If you were to ask why retailers opted to dump their customers’ bitcoin rather than hold it, the answer would be a mix of regulatory worries or concerns about bitcoin’s volatility.
At the same time, picture a bitcoin-ified world where, perhaps, half of all global e-commerce activity is conducted in bitcoin and sold immediately for fiat by a payment processor. Suddenly, there would be an extra ~$6 billion in downward pressure on bitcoin prices every single day, and more on consumer holidays like Black Friday and Christmas.
It’s easy to see how that might put a dampener on bitcoin’s so-called volatility “problem,” bringing it closer to something that resembles equilibrium.
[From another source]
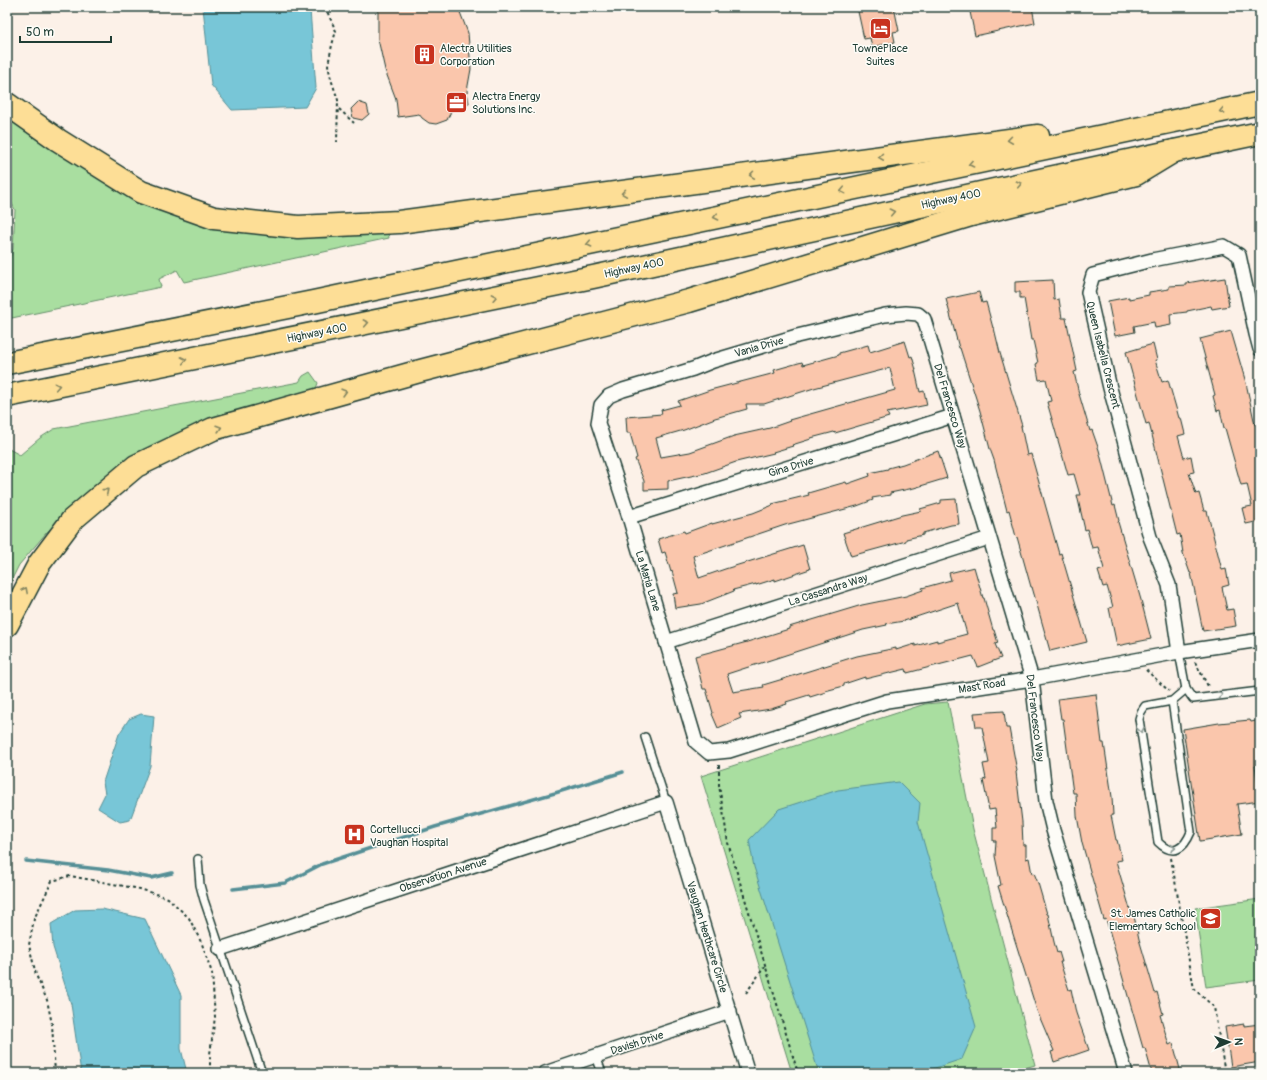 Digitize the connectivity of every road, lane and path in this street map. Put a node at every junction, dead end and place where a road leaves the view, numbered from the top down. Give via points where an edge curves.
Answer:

Which, in turn, might help people actually spend their bitcoin, boosting merchant adoption significantly and bringing the global economy closer to running on Bitcoin rails (imagine the fees that would go to miners, perhaps even enough to replace revenue lost to halvings).
A nice dream. But in reality, we’re stuck in a Catch-22 — bitcoin is too lucrative to hold and the opportunity cost of spending it is too high, resulting in the explosion in corporate treasury initiatives instead.
Bitcoin may never see a wave of adoption from online retailers like we did a decade ago. At least, not until the market is officially done with price discovery.
Let’s see how the playing field looks in another few decades.